Узнаете? И разве ныне — не так? Где уж тут между окороками и кокосовыми ядрами уместить пищу духовную? Впрочем, и литература тут, в Елисеевском, разделилась между богатыми и бедными. В 1928-м здесь столкнулись Маяковский и Мандельштам. Мандельштам зашел за бутылкой каберне и 400 граммами ветчины. А Маяковский шиковал с Валентином Катаевым. «Тэк-с, — сказал он Катаеву. — Ну, чего возьмем, Катаич?.. Копченой колбасы? Правильно. Заверните 2 кило. Затем: 6 бутылок „Абрау-Дюрсо“, кило икры, 2 коробки шоколадного набора, 8 плиток „Золотого ярлыка“, 2 кило осетрового балыка, сыра швейцарского куском, затем сардинок». Вот тут он и заметил Мандельштама. «Они смотрели друг на друга, — пишет Катаев, — Маяковский ядовито сверху вниз, Мандельштам заносчиво снизу, — и я понимал: Маяковскому хочется получше сострить, а Мандельштаму в ответ отбрить его». Но, пожав руки, — разошлись молча. Трибун революции долго глядел вслед «внутреннему эмигранту», как публично уже заклеймил его, а затем, пишет Катаев, выкинул руку как на эстраде и рявкнул на весь магазин: «Россия, Лета, Лорелея!» Это была строка Мандельштама. Знал, знал «трибун» цену поэту, но это не помешает ему в 1929-м рявкнуть уже на весь свет, что Мандельштам — «наиболее печальное явление в поэзии…».
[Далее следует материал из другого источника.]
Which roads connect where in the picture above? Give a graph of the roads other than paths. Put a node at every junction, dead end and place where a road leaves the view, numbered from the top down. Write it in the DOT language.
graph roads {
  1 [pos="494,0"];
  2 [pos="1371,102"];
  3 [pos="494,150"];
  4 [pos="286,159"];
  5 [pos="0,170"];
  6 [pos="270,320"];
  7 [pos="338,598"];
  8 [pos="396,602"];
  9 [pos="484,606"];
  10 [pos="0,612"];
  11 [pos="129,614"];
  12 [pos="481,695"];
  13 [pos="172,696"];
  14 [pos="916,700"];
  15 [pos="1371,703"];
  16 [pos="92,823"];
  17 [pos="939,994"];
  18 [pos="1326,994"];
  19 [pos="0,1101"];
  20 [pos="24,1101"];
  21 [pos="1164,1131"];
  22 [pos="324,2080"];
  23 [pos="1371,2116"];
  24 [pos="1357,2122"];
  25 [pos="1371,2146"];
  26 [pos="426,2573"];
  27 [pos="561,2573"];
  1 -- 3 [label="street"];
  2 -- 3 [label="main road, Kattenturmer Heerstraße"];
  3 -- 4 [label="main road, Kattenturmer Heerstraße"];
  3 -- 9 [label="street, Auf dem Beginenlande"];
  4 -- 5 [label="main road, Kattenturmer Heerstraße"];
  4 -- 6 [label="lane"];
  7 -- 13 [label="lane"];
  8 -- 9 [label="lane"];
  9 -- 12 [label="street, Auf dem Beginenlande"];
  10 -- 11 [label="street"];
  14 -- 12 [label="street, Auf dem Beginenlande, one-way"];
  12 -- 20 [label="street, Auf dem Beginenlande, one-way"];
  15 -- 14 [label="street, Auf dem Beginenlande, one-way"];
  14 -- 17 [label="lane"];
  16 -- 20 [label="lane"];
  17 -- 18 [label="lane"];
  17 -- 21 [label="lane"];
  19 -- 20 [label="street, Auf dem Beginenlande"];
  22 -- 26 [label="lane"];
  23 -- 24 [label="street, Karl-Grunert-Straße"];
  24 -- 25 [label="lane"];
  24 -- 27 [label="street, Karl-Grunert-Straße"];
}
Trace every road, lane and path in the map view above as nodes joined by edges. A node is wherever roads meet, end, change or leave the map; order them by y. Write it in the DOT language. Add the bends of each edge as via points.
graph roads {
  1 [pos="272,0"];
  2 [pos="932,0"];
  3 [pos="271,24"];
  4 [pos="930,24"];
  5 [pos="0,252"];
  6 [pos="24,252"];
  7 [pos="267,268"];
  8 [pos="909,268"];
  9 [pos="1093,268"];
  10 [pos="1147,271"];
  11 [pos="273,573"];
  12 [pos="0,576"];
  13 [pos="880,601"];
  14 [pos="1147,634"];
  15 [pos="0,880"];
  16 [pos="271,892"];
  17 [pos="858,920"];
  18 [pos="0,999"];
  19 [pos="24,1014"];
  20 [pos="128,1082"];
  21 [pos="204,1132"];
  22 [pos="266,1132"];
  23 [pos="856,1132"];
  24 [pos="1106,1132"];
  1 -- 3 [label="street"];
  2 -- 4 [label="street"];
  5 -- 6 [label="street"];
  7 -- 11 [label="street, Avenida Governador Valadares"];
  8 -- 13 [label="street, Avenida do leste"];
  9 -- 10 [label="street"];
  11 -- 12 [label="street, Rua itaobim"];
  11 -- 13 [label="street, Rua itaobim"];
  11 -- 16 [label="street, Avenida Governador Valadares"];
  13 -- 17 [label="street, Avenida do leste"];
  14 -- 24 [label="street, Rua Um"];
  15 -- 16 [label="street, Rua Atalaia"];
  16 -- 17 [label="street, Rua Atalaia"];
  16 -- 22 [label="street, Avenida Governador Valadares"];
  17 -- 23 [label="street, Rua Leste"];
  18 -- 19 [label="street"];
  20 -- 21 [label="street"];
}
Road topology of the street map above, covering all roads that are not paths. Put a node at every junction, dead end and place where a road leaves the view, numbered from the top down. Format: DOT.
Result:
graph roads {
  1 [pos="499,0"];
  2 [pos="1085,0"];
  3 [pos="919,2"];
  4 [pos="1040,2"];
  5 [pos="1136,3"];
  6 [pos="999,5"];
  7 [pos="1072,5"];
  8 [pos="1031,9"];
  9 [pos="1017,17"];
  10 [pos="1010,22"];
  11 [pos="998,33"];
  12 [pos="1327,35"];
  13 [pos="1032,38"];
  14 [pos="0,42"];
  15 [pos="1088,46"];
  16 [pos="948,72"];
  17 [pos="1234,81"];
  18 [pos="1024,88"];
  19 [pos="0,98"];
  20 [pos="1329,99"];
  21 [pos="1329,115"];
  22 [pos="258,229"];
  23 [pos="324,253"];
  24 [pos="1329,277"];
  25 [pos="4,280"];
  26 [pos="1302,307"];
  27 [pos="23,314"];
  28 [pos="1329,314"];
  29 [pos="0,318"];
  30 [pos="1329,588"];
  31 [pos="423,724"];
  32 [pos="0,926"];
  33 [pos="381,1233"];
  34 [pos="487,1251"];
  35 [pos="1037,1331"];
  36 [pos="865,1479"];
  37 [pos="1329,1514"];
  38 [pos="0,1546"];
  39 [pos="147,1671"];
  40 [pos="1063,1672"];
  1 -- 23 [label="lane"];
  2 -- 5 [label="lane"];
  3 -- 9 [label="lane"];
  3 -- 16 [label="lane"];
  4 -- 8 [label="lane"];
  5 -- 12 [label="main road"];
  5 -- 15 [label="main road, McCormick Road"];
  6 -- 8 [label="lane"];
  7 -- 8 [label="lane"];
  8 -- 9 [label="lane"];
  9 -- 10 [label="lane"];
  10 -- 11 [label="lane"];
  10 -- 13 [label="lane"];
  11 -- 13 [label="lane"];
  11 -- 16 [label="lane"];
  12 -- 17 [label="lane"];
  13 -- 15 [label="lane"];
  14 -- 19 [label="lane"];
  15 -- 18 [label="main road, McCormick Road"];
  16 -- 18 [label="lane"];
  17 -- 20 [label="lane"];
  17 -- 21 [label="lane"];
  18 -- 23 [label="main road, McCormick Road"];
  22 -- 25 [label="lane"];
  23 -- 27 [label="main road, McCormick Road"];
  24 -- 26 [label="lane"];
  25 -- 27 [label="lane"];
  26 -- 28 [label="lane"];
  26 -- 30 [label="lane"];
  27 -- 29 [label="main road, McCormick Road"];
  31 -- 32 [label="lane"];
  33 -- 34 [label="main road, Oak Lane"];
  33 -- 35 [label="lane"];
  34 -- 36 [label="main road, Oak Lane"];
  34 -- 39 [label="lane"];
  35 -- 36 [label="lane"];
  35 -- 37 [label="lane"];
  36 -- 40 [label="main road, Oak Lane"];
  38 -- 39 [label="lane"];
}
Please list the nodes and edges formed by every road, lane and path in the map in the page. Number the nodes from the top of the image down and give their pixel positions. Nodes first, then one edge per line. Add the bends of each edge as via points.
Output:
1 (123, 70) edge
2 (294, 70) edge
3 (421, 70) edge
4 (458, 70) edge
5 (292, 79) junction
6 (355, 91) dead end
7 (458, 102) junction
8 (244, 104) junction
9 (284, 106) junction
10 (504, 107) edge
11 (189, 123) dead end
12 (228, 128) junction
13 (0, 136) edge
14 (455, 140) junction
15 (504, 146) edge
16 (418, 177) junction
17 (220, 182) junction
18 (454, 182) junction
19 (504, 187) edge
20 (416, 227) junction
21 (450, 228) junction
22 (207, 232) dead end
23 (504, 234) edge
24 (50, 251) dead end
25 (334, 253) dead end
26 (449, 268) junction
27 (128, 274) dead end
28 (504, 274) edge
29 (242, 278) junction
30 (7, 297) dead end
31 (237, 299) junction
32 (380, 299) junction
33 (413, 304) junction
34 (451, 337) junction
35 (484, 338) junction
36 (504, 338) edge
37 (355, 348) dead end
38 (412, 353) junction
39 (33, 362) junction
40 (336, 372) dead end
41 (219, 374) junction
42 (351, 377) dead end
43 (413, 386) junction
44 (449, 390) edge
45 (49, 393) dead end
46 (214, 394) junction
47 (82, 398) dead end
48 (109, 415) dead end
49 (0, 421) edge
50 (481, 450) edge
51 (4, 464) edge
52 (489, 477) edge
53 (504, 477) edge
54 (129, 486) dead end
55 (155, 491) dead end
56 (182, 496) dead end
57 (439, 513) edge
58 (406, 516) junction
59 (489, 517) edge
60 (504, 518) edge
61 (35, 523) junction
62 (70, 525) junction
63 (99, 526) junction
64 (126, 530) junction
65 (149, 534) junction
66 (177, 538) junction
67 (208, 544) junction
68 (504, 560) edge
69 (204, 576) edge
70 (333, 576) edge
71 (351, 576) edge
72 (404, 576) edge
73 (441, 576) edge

«Мы не будем увенчаны, — напишет потом в стихах о декабристках, о той же Марии Волконской, Наум Коржавин, — И в кибитках снегами Настоящие женщины Не поедут за нами…» Стихи эти вспомнились лишь потому, что именно Надежда Мандельштам, когда ее мужа приговорили к ссылке, отправилась вслед за поэтом.